TASK ITEM | Each entry below should be restated word for word, without any picture it contains.

+++ EXCERPTED DATA

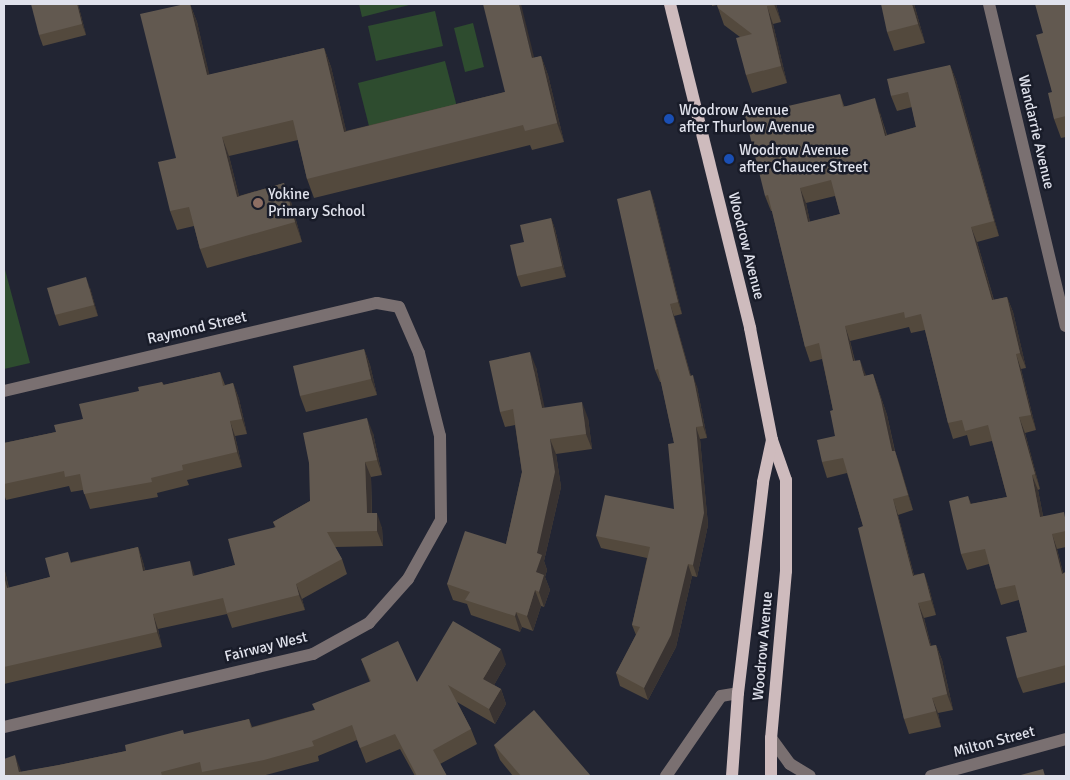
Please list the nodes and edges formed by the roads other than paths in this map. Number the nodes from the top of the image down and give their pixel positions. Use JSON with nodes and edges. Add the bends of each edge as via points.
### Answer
{"nodes":[{"id":1,"x":670,"y":4,"type":"edge"},
{"id":2,"x":989,"y":4,"type":"edge"},
{"id":3,"x":399,"y":307,"type":"joint"},
{"id":4,"x":1066,"y":326,"type":"edge"},
{"id":5,"x":4,"y":391,"type":"edge"},
{"id":6,"x":772,"y":440,"type":"junction"},
{"id":7,"x":738,"y":693,"type":"junction"},
{"id":8,"x":4,"y":727,"type":"edge"},
{"id":9,"x":771,"y":738,"type":"junction"},
{"id":10,"x":1066,"y":739,"type":"edge"},
{"id":11,"x":666,"y":776,"type":"edge"},
{"id":12,"x":732,"y":776,"type":"edge"},
{"id":13,"x":771,"y":776,"type":"edge"},
{"id":14,"x":810,"y":776,"type":"edge"},
{"id":15,"x":930,"y":776,"type":"edge"}],
"edges":[{"from":1,"to":6,"type":"main road","name":"Woodrow Avenue","via":[[750,328]]},
{"from":2,"to":4,"type":"street","name":"Wandarrie Avenue"},
{"from":3,"to":5,"type":"street","name":"Raymond Street","via":[[376,303]]},
{"from":3,"to":8,"type":"street","name":"Fairway West","via":[[419,353],[440,436],[441,520],[408,579],[369,623],[313,654]]},
{"from":6,"to":7,"type":"main road","name":"Woodrow Avenue","via":[[763,482]]},
{"from":6,"to":9,"type":"main road","name":"Woodrow Avenue","via":[[786,480],[788,513]]},
{"from":7,"to":11,"type":"street","via":[[721,696]]},
{"from":7,"to":12,"type":"main road","name":"Woodrow Avenue"},
{"from":9,"to":13,"type":"main road","name":"Woodrow Avenue"},
{"from":9,"to":14,"type":"street","via":[[790,764]]},
{"from":10,"to":15,"type":"street","name":"Milton Street"}]}
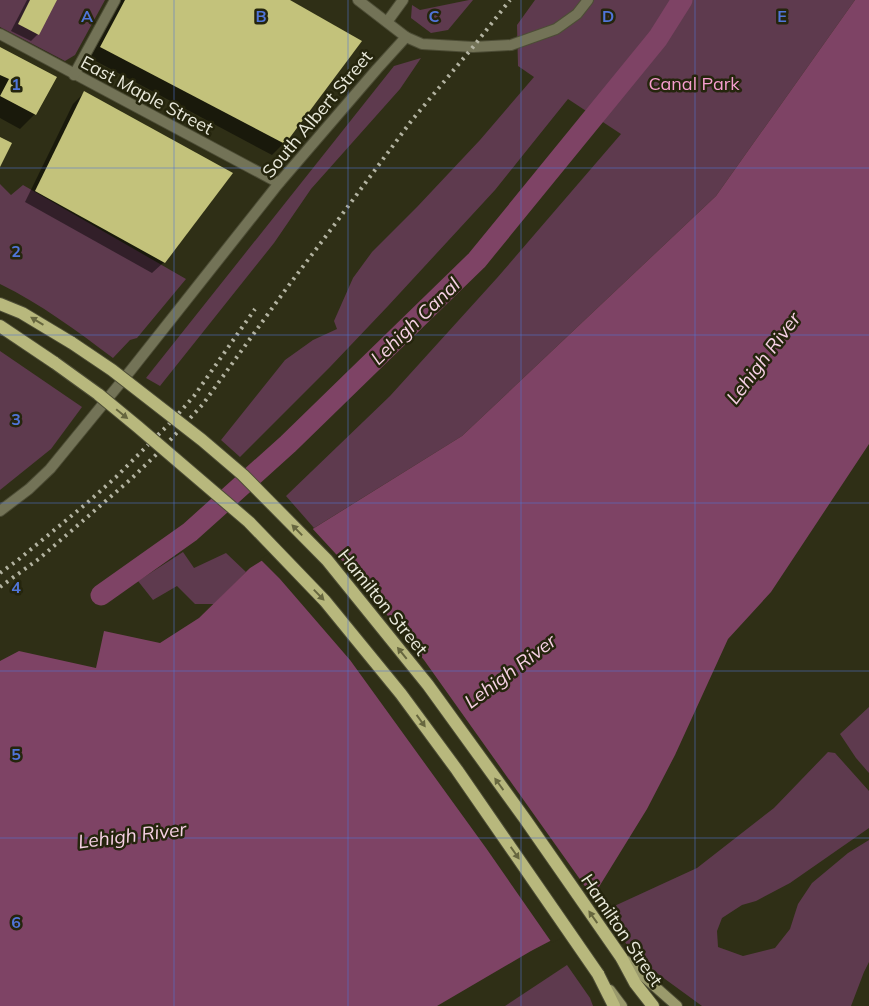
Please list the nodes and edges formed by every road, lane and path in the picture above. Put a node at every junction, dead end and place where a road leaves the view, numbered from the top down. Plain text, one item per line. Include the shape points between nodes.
1 (115, 0) edge
2 (358, 0) edge
3 (403, 0) edge
4 (588, 0) edge
5 (387, 22) junction
6 (0, 34) edge
7 (406, 37) junction
8 (74, 75) junction
9 (279, 184) junction
10 (0, 304) edge
11 (0, 326) edge
12 (0, 511) edge
13 (621, 956) junction
14 (598, 974) junction
15 (614, 1006) edge
16 (622, 1006) edge
17 (653, 1006) edge
18 (677, 1006) edge

1 - 8 street
2 - 5 street
3 - 5 street
4 - 7 street via 577,14 556,29 510,45 422,44
5 - 7 street
6 - 8 street, East Maple Street
7 - 9 street, South Albert Street
8 - 9 street, East Maple Street
9 - 12 street, South Albert Street via 50,469
13 -> 10 main road, Hamilton Street, bridge via 428,685 327,560 244,475 202,440 72,343 22,313
11 -> 14 main road, bridge via 98,394 138,427 249,522 325,601 424,724
13 - 17 main road, Hamilton Street via 634,983
13 - 18 main road
14 - 15 main road
14 - 16 main road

++++++

RESPONSE TO THIS TASK |
Please list the nodes and edges formed by the roads other than paths in this map. Number the nodes from the top of the image down and give their pixel positions. Use JSON with nodes and edges. Add the bends of each edge as via points.
### Answer
{"nodes":[{"id":1,"x":670,"y":4,"type":"edge"},
{"id":2,"x":989,"y":4,"type":"edge"},
{"id":3,"x":399,"y":307,"type":"joint"},
{"id":4,"x":1066,"y":326,"type":"edge"},
{"id":5,"x":4,"y":391,"type":"edge"},
{"id":6,"x":772,"y":440,"type":"junction"},
{"id":7,"x":738,"y":693,"type":"junction"},
{"id":8,"x":4,"y":727,"type":"edge"},
{"id":9,"x":771,"y":738,"type":"junction"},
{"id":10,"x":1066,"y":739,"type":"edge"},
{"id":11,"x":666,"y":776,"type":"edge"},
{"id":12,"x":732,"y":776,"type":"edge"},
{"id":13,"x":771,"y":776,"type":"edge"},
{"id":14,"x":810,"y":776,"type":"edge"},
{"id":15,"x":930,"y":776,"type":"edge"}],
"edges":[{"from":1,"to":6,"type":"main road","name":"Woodrow Avenue","via":[[750,328]]},
{"from":2,"to":4,"type":"street","name":"Wandarrie Avenue"},
{"from":3,"to":5,"type":"street","name":"Raymond Street","via":[[376,303]]},
{"from":3,"to":8,"type":"street","name":"Fairway West","via":[[419,353],[440,436],[441,520],[408,579],[369,623],[313,654]]},
{"from":6,"to":7,"type":"main road","name":"Woodrow Avenue","via":[[763,482]]},
{"from":6,"to":9,"type":"main road","name":"Woodrow Avenue","via":[[786,480],[788,513]]},
{"from":7,"to":11,"type":"street","via":[[721,696]]},
{"from":7,"to":12,"type":"main road","name":"Woodrow Avenue"},
{"from":9,"to":13,"type":"main road","name":"Woodrow Avenue"},
{"from":9,"to":14,"type":"street","via":[[790,764]]},
{"from":10,"to":15,"type":"street","name":"Milton Street"}]}
Please list the nodes and edges formed by every road, lane and path in the picture above. Put a node at every junction, dead end and place where a road leaves the view, numbered from the top down. Plain text, one item per line. Include the shape points between nodes.
1 (115, 0) edge
2 (358, 0) edge
3 (403, 0) edge
4 (588, 0) edge
5 (387, 22) junction
6 (0, 34) edge
7 (406, 37) junction
8 (74, 75) junction
9 (279, 184) junction
10 (0, 304) edge
11 (0, 326) edge
12 (0, 511) edge
13 (621, 956) junction
14 (598, 974) junction
15 (614, 1006) edge
16 (622, 1006) edge
17 (653, 1006) edge
18 (677, 1006) edge

1 - 8 street
2 - 5 street
3 - 5 street
4 - 7 street via 577,14 556,29 510,45 422,44
5 - 7 street
6 - 8 street, East Maple Street
7 - 9 street, South Albert Street
8 - 9 street, East Maple Street
9 - 12 street, South Albert Street via 50,469
13 -> 10 main road, Hamilton Street, bridge via 428,685 327,560 244,475 202,440 72,343 22,313
11 -> 14 main road, bridge via 98,394 138,427 249,522 325,601 424,724
13 - 17 main road, Hamilton Street via 634,983
13 - 18 main road
14 - 15 main road
14 - 16 main road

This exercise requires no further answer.